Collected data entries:
----------
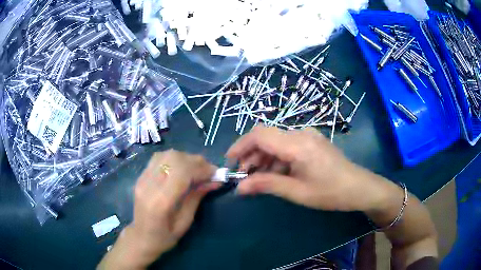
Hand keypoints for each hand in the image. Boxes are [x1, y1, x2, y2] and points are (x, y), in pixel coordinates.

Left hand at [98, 150, 219, 269]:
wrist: (141, 237)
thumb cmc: (165, 237)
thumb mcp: (185, 222)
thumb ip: (197, 198)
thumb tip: (214, 180)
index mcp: (160, 202)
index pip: (182, 173)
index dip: (201, 169)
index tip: (216, 173)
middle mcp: (148, 185)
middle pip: (174, 159)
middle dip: (196, 161)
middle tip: (209, 171)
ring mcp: (142, 178)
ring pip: (166, 155)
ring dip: (185, 158)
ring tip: (196, 169)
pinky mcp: (140, 176)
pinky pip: (159, 158)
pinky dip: (174, 159)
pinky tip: (181, 168)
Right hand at [227, 126, 383, 211]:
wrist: (359, 187)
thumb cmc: (330, 192)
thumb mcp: (297, 192)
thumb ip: (267, 185)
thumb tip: (240, 188)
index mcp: (297, 144)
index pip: (259, 135)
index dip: (240, 146)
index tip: (229, 162)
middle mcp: (301, 134)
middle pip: (266, 138)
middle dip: (251, 156)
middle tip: (243, 177)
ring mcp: (308, 136)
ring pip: (276, 142)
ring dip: (263, 158)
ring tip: (257, 178)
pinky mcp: (312, 142)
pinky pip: (288, 146)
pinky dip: (277, 159)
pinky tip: (276, 174)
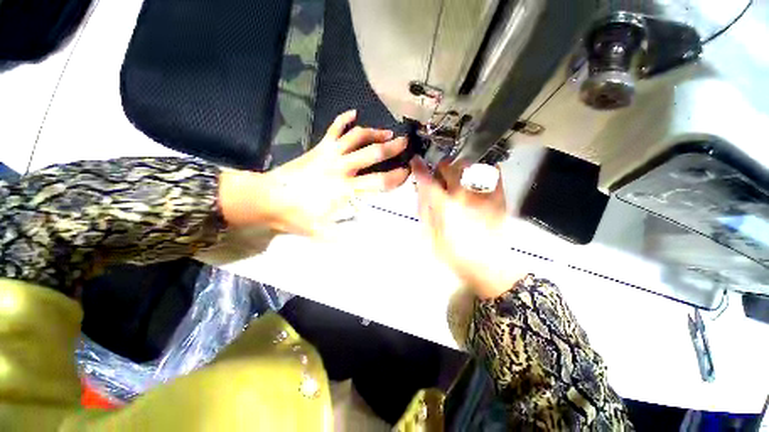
----------
- [WORK INSTRUCTION]: Tally the lines in the records above that contain the word "pinky", and give only that number.

- [WRITTEN ANSWER]: 8